New Lifesaving Foods: The Anti-Inflammation Diet
The Major Culprits
Saturated fat is found mostly in animal-based foods like red meat and whole-fat dairy products. "It's bad both for the old-fashioned reason that it raises LDL [bad] cholesterol and also because it promotes inflammation throughout the body," says Linda Antinoro, RD, a dietitian at the Nutrition Consultation Service at Brigham and Women's Hospital in Boston, where much of the research on inflammation has been done.
Trans fats -- chemically altered fats often found in crackers, cookies, and other baked goods -- send bad cholesterol soaring and promote inflammation even more than saturated fat does. That's why doctors recommend cutting trans fats out of your diet completely. They've been clearly marked on nutrition labels since a new law requiring this went into effect at the start of the year.
Omega-6 polyunsaturated fat may also have inflammatory components and is probably not even on your radar. That's because food labels don't list omega-6 specifically; it's included under the umbrella of all polyunsaturated fats. Omega-6 is found in corn, soybean, sunflower, and safflower oils; it's also in packaged goods that list these oils as ingredients -- and the grocery-store shelves are full of them.
Until very recently, omega-6 has been viewed as healthier than saturated and trans fats, because it may improve cholesterol levels. However, research now suggests that in the fight against heart disease, and possibly other ailments, lowering cholesterol may not be as beneficial as lowering inflammation.

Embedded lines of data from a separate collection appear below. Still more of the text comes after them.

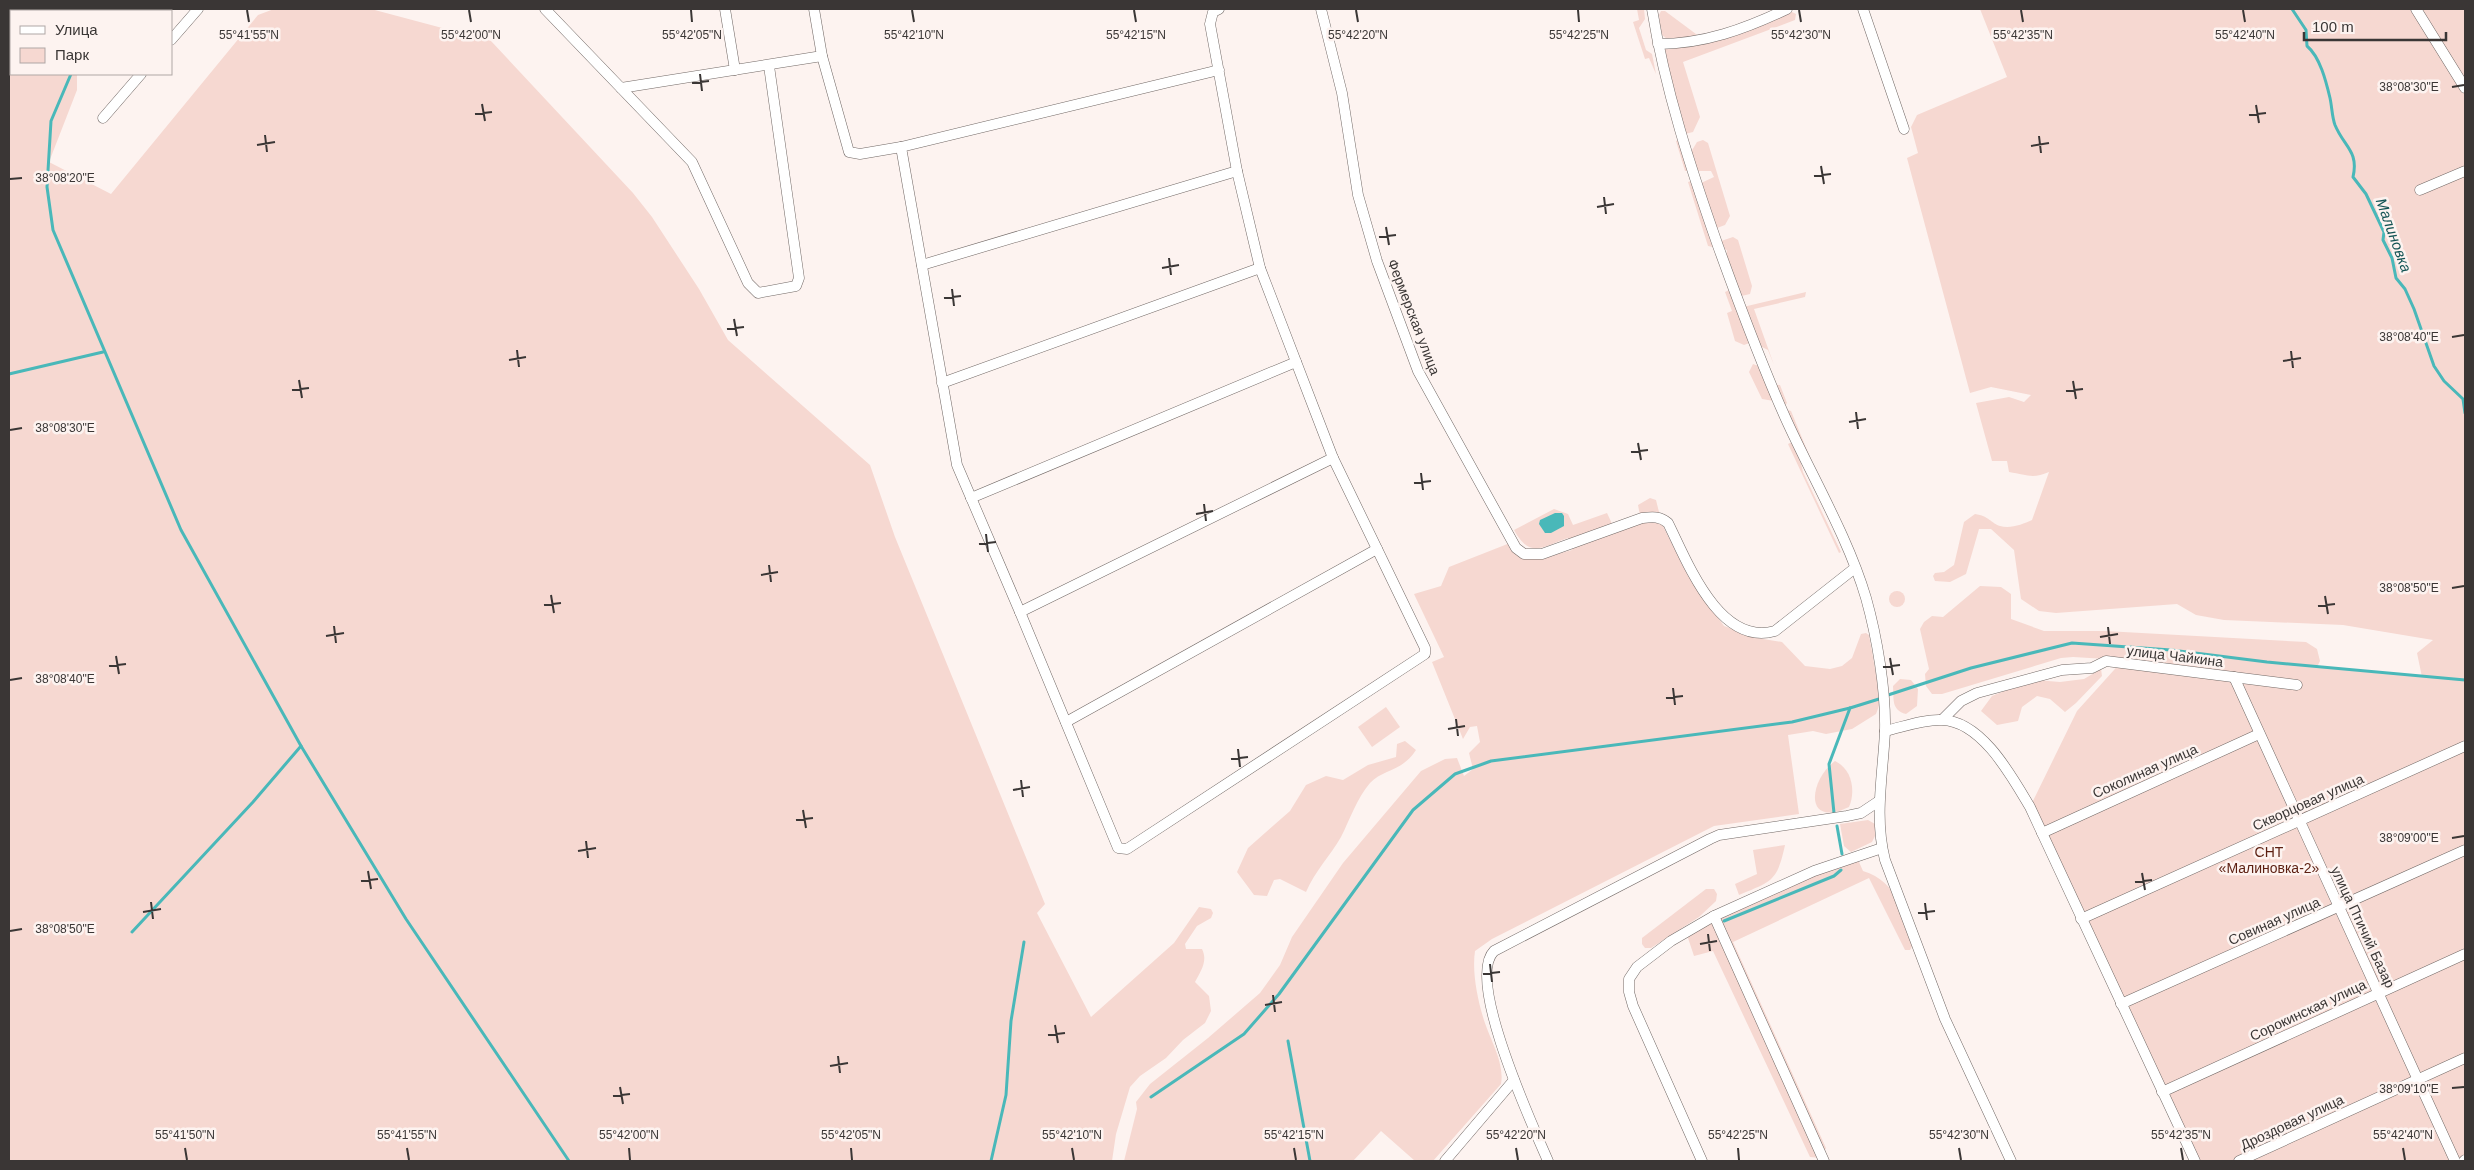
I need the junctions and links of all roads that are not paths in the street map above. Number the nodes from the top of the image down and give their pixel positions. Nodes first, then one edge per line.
1 (198, 9) edge
2 (545, 9) edge
3 (725, 9) edge
4 (814, 9) edge
5 (1219, 9) edge
6 (1321, 9) edge
7 (1652, 9) edge
8 (1787, 9) edge
9 (1864, 9) edge
10 (2416, 9) edge
11 (172, 39) edge
12 (1658, 44) junction
13 (822, 56) junction
14 (769, 66) junction
15 (735, 70) junction
16 (1219, 70) junction
17 (141, 75) edge
18 (621, 88) junction
19 (2465, 88) edge
20 (103, 118) dead end
21 (1904, 129) dead end
22 (901, 147) junction
23 (2465, 170) edge
24 (1238, 171) junction
25 (2420, 190) dead end
26 (922, 265) junction
27 (1260, 268) junction
28 (1296, 362) junction
29 (942, 382) junction
30 (1333, 458) junction
31 (971, 498) junction
32 (1377, 549) junction
33 (1855, 568) junction
34 (1020, 612) junction
35 (2234, 677) junction
36 (2297, 685) dead end
37 (1943, 719) junction
38 (1066, 722) junction
39 (1885, 731) junction
40 (2260, 734) junction
41 (2465, 746) edge
42 (1879, 801) junction
43 (2299, 821) junction
44 (2042, 833) junction
45 (1882, 848) junction
46 (2465, 850) edge
47 (2338, 907) junction
48 (1714, 916) junction
49 (2081, 919) junction
50 (2465, 954) edge
51 (2378, 993) junction
52 (2121, 1004) junction
53 (2465, 1058) edge
54 (2417, 1079) junction
55 (1514, 1080) junction
56 (2162, 1092) junction
57 (1445, 1161) edge
58 (1548, 1161) edge
59 (1702, 1161) edge
60 (1824, 1161) edge
61 (2011, 1161) edge
62 (2194, 1161) edge
63 (2239, 1161) edge
64 (2455, 1161) edge

1 - 11 street
2 - 18 street
3 - 15 street
4 - 13 street
5 - 16 street
6 - 33 street, Фермерская улица
7 - 12 street
8 - 12 street
9 - 21 street
10 - 19 street
12 - 33 street
13 - 14 street
13 - 22 street
14 - 15 street
14 - 18 street
15 - 18 street
16 - 22 street
16 - 24 street
17 - 20 street
22 - 26 street
23 - 25 street
24 - 26 street
24 - 27 street
26 - 29 street
27 - 28 street
27 - 29 street
28 - 30 street
28 - 31 street
29 - 31 street
30 - 32 street
30 - 34 street
31 - 34 street
32 - 38 street
32 - 38 street
33 - 39 street
34 - 38 street
35 - 36 street, улица Чайкина
35 - 37 street, улица Чайкина
35 - 40 street, улица Птичий Базар
37 - 39 street
37 - 44 street
39 - 42 street
40 - 43 street, улица Птичий Базар
40 - 44 street, Соколиная улица
41 - 43 street, Скворцовая улица
42 - 45 street
42 - 55 street
43 - 47 street, улица Птичий Базар
43 - 49 street, Скворцовая улица
44 - 49 street
45 - 48 street
45 - 61 street
46 - 47 street, Совиная улица
47 - 51 street, улица Птичий Базар
47 - 52 street, Совиная улица
48 - 59 street
48 - 60 street
49 - 52 street
50 - 51 street, Сорокинская улица
51 - 54 street, улица Птичий Базар
51 - 56 street, Сорокинская улица
52 - 56 street
53 - 54 street, Дроздовая улица
54 - 63 street, Дроздовая улица
54 - 64 street, улица Птичий Базар
55 - 57 street
55 - 58 street
56 - 62 street

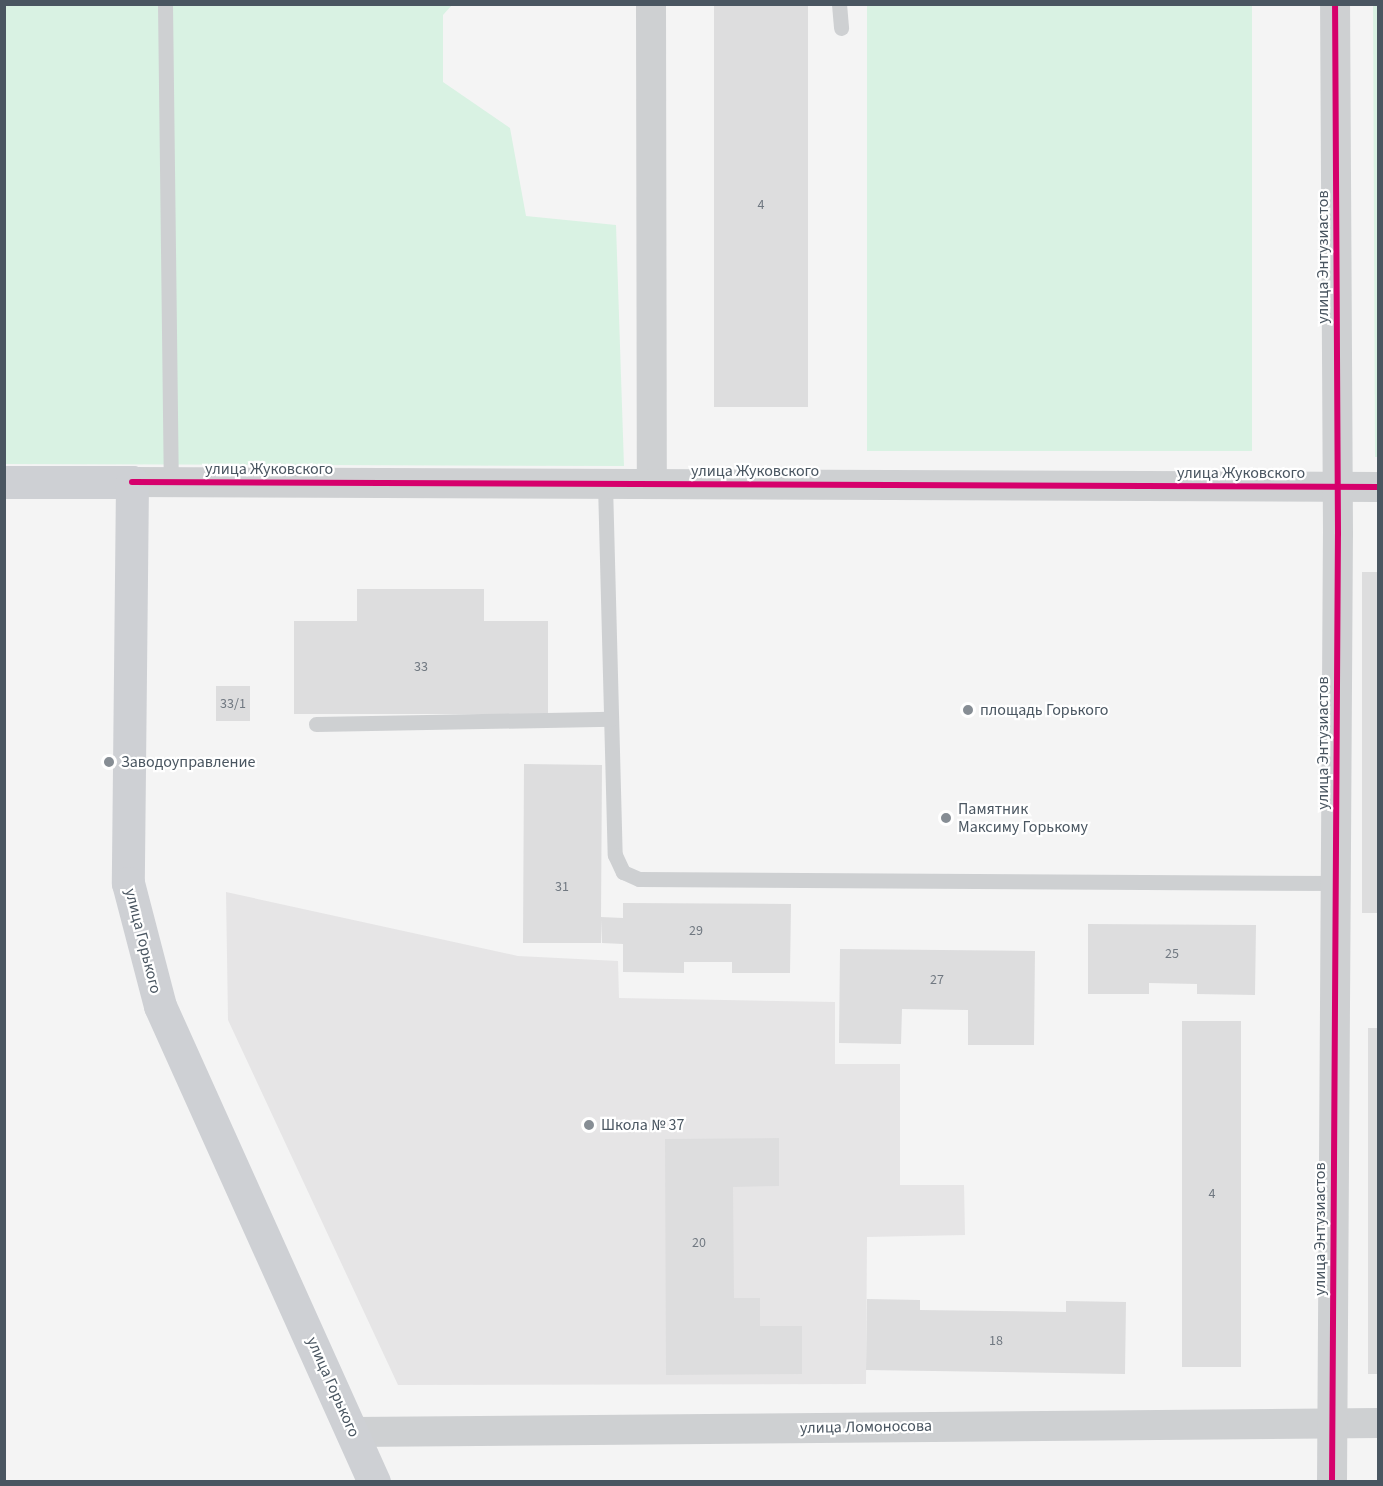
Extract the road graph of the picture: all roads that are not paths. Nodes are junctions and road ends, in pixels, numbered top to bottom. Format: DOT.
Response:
graph roads {
  1 [pos="165,4"];
  2 [pos="651,4"];
  3 [pos="839,4"];
  4 [pos="1335,4"];
  5 [pos="841,28"];
  6 [pos="4,482"];
  7 [pos="132,482"];
  8 [pos="171,482"];
  9 [pos="605,483"];
  10 [pos="652,484"];
  11 [pos="1338,487"];
  12 [pos="1378,487"];
  13 [pos="612,719"];
  14 [pos="316,724"];
  15 [pos="1336,883"];
  16 [pos="1332,1423"];
  17 [pos="1378,1423"];
  18 [pos="353,1432"];
  19 [pos="374,1482"];
  20 [pos="1332,1482"];
  1 -- 8 [label="lane"];
  2 -- 10 [label="street"];
  3 -- 5 [label="lane"];
  4 -- 11 [label="street, улица Энтузиастов"];
  6 -- 7 [label="main road"];
  7 -- 8 [label="street, улица Жуковского"];
  7 -- 18 [label="main road, улица Горького"];
  8 -- 9 [label="street, улица Жуковского"];
  9 -- 10 [label="street, улица Жуковского"];
  9 -- 13 [label="lane"];
  10 -- 11 [label="street, улица Жуковского"];
  11 -- 12 [label="street, улица Жуковского"];
  11 -- 15 [label="street, улица Энтузиастов"];
  13 -- 14 [label="lane"];
  13 -- 15 [label="lane"];
  15 -- 16 [label="street, улица Энтузиастов"];
  16 -- 17 [label="street, улица Ломоносова"];
  16 -- 18 [label="street, улица Ломоносова"];
  16 -- 20 [label="street, улица Энтузиастов"];
  18 -- 19 [label="main road, улица Горького"];
}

And that's where omega-6's dark side comes into play: It appears to boost inflammation. In one study, people who consumed more omega-6 fat had higher blood-sugar levels and less insulin sensitivity -- two risk factors for diabetes.
The body needs a certain amount of omega-6 each day to function properly -- about that found in a tablespoon of Thousand Island dressing or a 1-ounce bag of reduced-fat potato chips. But because it's so prevalent in packaged foods, the typical American consumes far more than this, says Davis -- and to the exclusion of inflammation-fighting fats.
Sugar and other simple carbs can make your blood sugar spike; this has been linked with higher levels of inflammation. A high sugar intake may not trigger inflammation on its own, says Davis, but it may worsen the effects of unhealthy fats.